CVE-2025-47279: 
JavaScript vulnerability analysis and mitigation

Undici, an HTTP/1.1 client for Node.js, was found to contain a memory leak vulnerability (CVE-2025-47279) discovered on May 15, 2025. The vulnerability affects versions prior to 5.29.0, 6.21.2, and 7.5.0, specifically impacting applications that use undici to implement webhook-like systems (GitHub Advisory).

The vulnerability is characterized by a memory leak that occurs when handling invalid certificates in webhook implementations. It has been assigned a CVSS v3.1 score of 3.1 (Low) with a vector string of CVSS:3.1/AV:N/AC:H/PR:L/UI:N/S:U/C:N/I:N/A:L. The technical nature of the vulnerability involves continuous memory allocation without proper release when repeatedly calling endpoints that present invalid TLS certificates (GitHub Advisory).

When exploited, this vulnerability can lead to excessive memory consumption over time, potentially resulting in resource exhaustion and affecting the availability and stability of applications that rely on Undici for webhook communication. The impact is particularly significant in systems that implement webhook-like functionality where repeated calls to endpoints with invalid certificates can occur (GitHub Advisory).

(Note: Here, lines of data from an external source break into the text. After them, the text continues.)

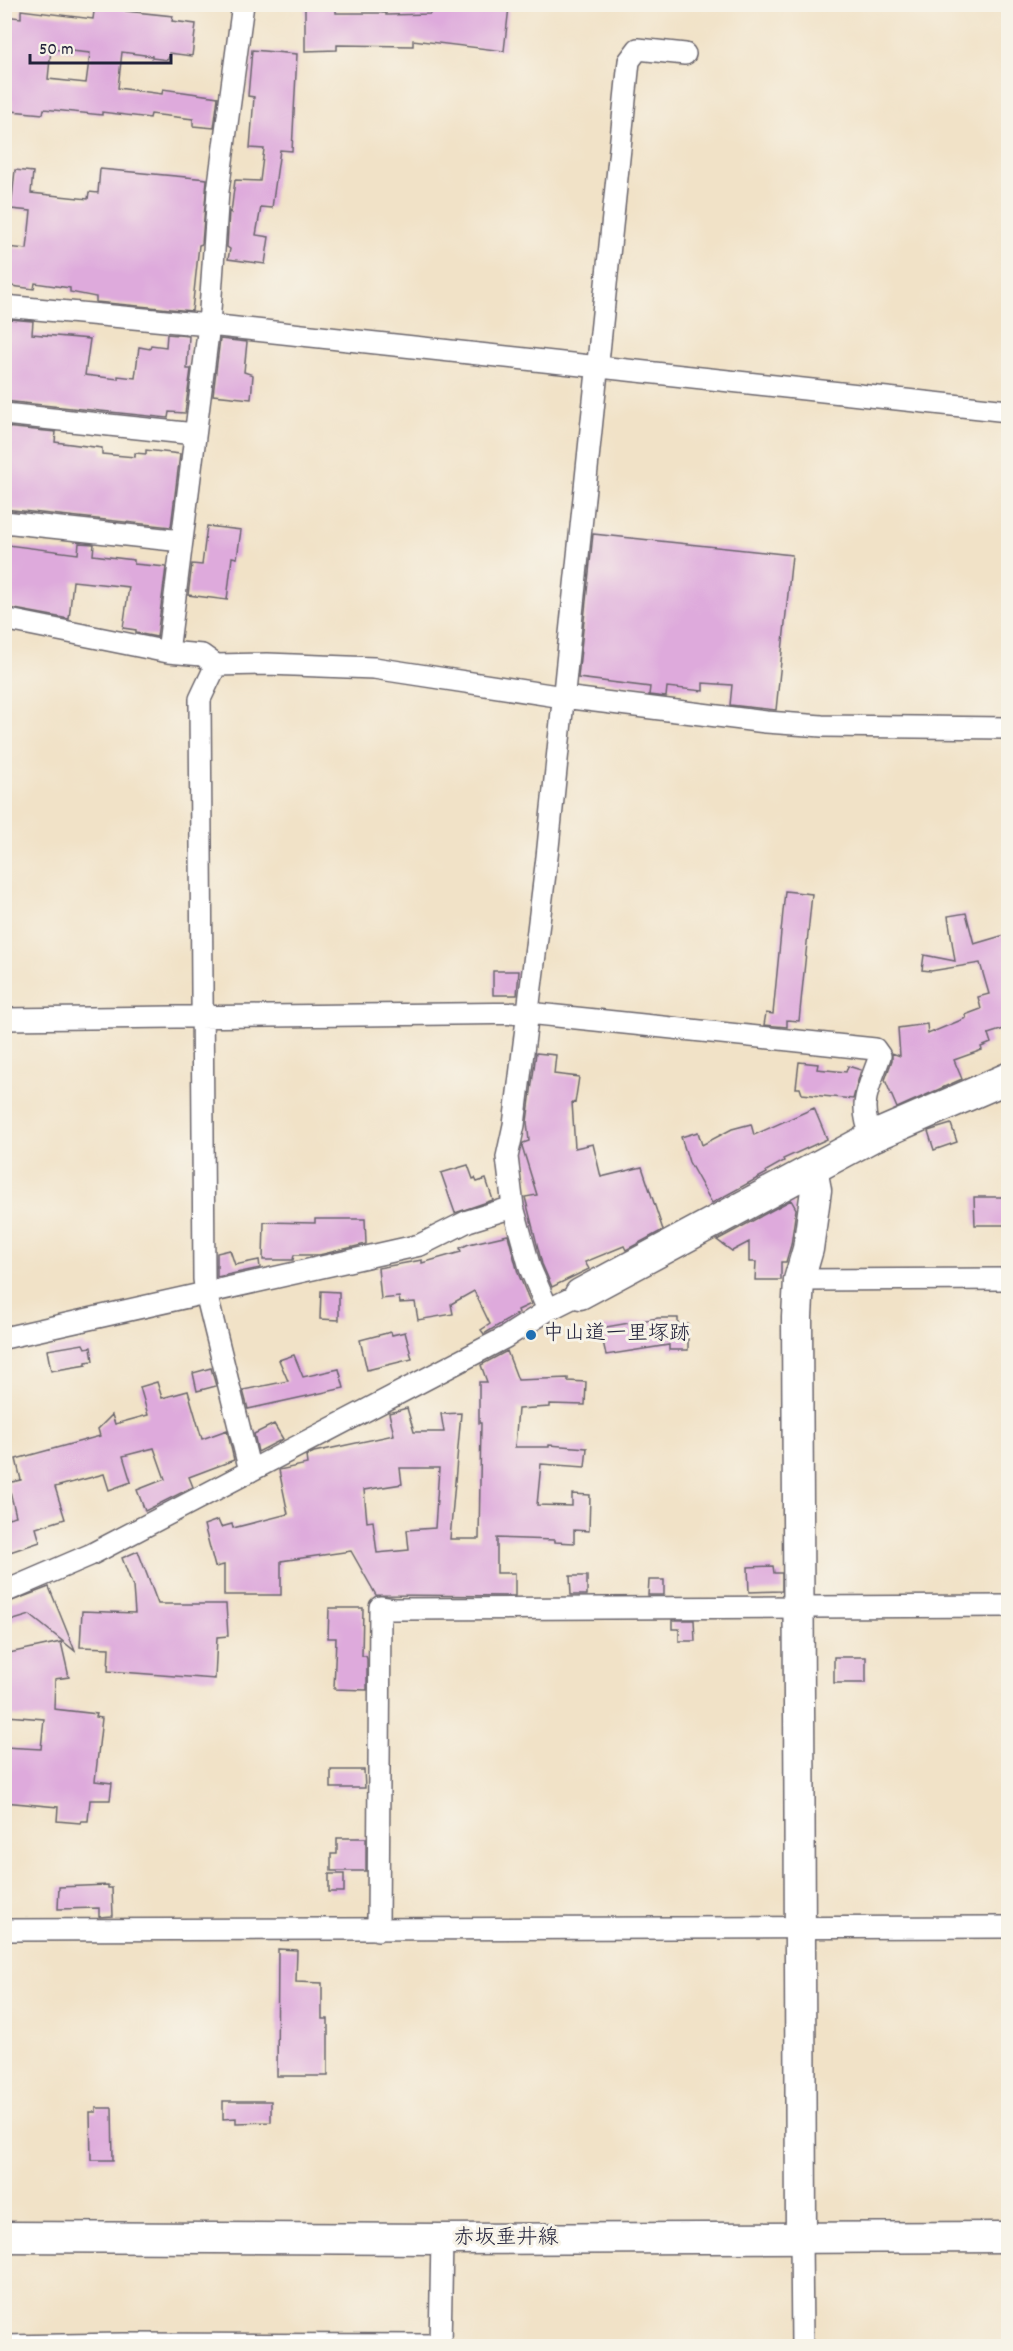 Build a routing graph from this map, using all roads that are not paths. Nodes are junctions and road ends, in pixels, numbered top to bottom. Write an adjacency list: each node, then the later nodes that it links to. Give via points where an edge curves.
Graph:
1 (243, 4): 4 (street, via 218,191)
2 (685, 54): 5 (street, via 638,49 629,61)
3 (4, 306): 4 (street)
4 (208, 326): 5 (street); 8 (street)
5 (596, 368): 6 (street); 14 (street)
6 (1008, 411)
7 (4, 414): 8 (street)
8 (195, 434): 10 (street)
9 (4, 522): 10 (street)
10 (182, 541): 12 (street)
11 (4, 619): 12 (street)
12 (168, 652): 13 (street, via 202,654)
13 (216, 665): 14 (street, via 374,668); 17 (street, via 200,699)
14 (563, 697): 15 (street, via 822,726); 16 (street)
15 (1008, 728)
16 (528, 1013): 17 (street); 20 (street, via 875,1049 880,1056 864,1104); 22 (street, via 507,1157)
17 (202, 1018): 18 (street); 25 (street)
18 (4, 1019)
19 (1008, 1078): 20 (street)
20 (872, 1137): 21 (street)
21 (812, 1169): 24 (street, via 816,1190 808,1249); 26 (street)
22 (513, 1207): 25 (street, via 468,1221 420,1245); 27 (street, via 530,1268)
23 (1008, 1279): 24 (street)
24 (799, 1280): 31 (street)
25 (206, 1293): 28 (street); 29 (street)
26 (580, 1294): 27 (street)
27 (548, 1310): 29 (street, via 506,1337)
28 (4, 1338)
29 (250, 1471): 30 (street, via 90,1555)
30 (4, 1592)
31 (800, 1606): 32 (street); 34 (street); 36 (street, via 380,1607)
32 (1008, 1606)
33 (1008, 1927): 34 (street)
34 (798, 1928): 36 (street); 38 (street)
35 (4, 1930): 36 (street)
36 (378, 1930)
37 (4, 2236): 40 (street, 赤坂垂井線)
38 (801, 2237): 39 (street, 赤坂垂井線); 40 (street, 赤坂垂井線); 43 (street)
39 (1008, 2237)
40 (442, 2239): 42 (street)
41 (4, 2346): 42 (street)
42 (440, 2346)
43 (802, 2346)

The vulnerability has been patched in Undici versions 5.29.0, 6.21.2, and 7.5.0. As a workaround for unpatched versions, it is recommended to avoid repeatedly calling a webhook if it fails, particularly when encountering certificate-related errors. Users should upgrade to the patched versions to fully address the vulnerability (GitHub Advisory).

The vulnerability was initially reported as issue #3895 on GitHub and subsequently addressed through pull request #4088. The fix has been widely adopted by dependent projects, including kubernetes-fluent-client, which incorporated the patch in their version 3.4.5 update (GitHub Issue).